Where Art & Entrepreneurship Meet: An Interview with Elizaveta Barsegova

While at first you might not think that becoming an entrepreneur and a ceramic atelier have much in common, Elizaveta Barsegova will prove you wrong. Once on our team at betahaus, Elizaveta now works as a creative designer and as the founder of brsg Keramik. We asked her to share her experiences with perfectionism, failure, and accepting criticism, both from the perspective of an artist and a young entrepreneur.

A few years after being a part of the betahaus team and directing the annual People in Beta festival and Open Design City, Elizaveta Barsegova is now getting the best of both worlds: working as an artist and leading her own company. She is founder and creative director at brsg Keramik — a new ceramic design laboratory based in Berlin where plates, jewelry, sculptures and art of all kinds are made. Here are her thoughts on what startups can learn from artists.

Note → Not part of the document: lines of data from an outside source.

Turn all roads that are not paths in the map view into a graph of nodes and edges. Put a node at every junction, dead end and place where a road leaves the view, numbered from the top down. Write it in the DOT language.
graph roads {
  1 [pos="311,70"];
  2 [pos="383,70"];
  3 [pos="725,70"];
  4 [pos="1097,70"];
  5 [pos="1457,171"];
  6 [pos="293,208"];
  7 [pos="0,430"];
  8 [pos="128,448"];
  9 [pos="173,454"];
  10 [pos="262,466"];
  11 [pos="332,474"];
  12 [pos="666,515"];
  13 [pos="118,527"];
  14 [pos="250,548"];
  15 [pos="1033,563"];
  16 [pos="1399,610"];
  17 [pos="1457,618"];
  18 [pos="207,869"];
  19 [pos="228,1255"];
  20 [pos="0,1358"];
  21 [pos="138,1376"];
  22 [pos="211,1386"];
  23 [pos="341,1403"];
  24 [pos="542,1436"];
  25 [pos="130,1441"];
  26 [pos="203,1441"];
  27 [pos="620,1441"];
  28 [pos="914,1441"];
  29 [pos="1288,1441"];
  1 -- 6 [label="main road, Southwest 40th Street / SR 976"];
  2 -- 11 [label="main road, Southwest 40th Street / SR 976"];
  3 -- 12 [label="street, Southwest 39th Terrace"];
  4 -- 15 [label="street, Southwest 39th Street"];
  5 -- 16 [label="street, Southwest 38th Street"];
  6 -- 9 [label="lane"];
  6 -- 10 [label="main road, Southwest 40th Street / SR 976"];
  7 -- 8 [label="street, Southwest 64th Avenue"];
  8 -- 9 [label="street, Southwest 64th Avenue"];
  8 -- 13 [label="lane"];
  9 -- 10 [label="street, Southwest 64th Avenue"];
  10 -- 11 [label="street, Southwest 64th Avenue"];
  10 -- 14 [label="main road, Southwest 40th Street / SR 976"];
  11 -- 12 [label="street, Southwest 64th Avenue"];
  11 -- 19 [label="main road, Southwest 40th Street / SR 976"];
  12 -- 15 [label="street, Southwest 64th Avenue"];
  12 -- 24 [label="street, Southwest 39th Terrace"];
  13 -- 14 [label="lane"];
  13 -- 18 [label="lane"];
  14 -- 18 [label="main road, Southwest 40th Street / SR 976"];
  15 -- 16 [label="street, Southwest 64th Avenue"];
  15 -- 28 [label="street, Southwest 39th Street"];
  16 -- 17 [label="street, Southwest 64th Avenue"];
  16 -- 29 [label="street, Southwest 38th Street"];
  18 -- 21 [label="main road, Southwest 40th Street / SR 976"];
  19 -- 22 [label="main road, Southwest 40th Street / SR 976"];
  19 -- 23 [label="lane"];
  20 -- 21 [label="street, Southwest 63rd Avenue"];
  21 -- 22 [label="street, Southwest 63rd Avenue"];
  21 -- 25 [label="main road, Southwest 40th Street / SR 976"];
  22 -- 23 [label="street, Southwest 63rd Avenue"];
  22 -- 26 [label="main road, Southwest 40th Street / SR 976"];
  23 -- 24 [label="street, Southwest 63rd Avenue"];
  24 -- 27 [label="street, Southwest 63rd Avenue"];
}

Hi, Elizaveta! Can you tell us a little bit more about your artistic background and how that led you to create brsg Keramik?

"I mean, I did a few jobs (artist assistant, curator, etc.) if we are talking about professional background, but I actually do my best to dismiss this term and not separate my professional and personal life anymore. I prefer living just one single life, and I have been painting, sculpting and writing poetry for as long as I can remember! Ceramics were a lucky catch — I stumbled upon them by absolute accident. A friend asked if I would like to take her place in a ceramic course while she was in Paris for a month, and that was that. From that day on, I knew in one way or another, it was going to be a life-long relationship. A ceramic brand was just a way to coin it. In full honesty, the reason why it's called 'brsg Keramik' and not 'Elizaveta Barsegova, ceramic artist' is because I didn't trust myself. I was afraid I'd fuck it up and the misery of failure would be forever attached to my name. By now, I know you can't really fail, but back then I didn't. That was what I was most scared of!"

‍Nailya Bikmurzina

What do you find to be the connection between the worlds of art and entrepreuership?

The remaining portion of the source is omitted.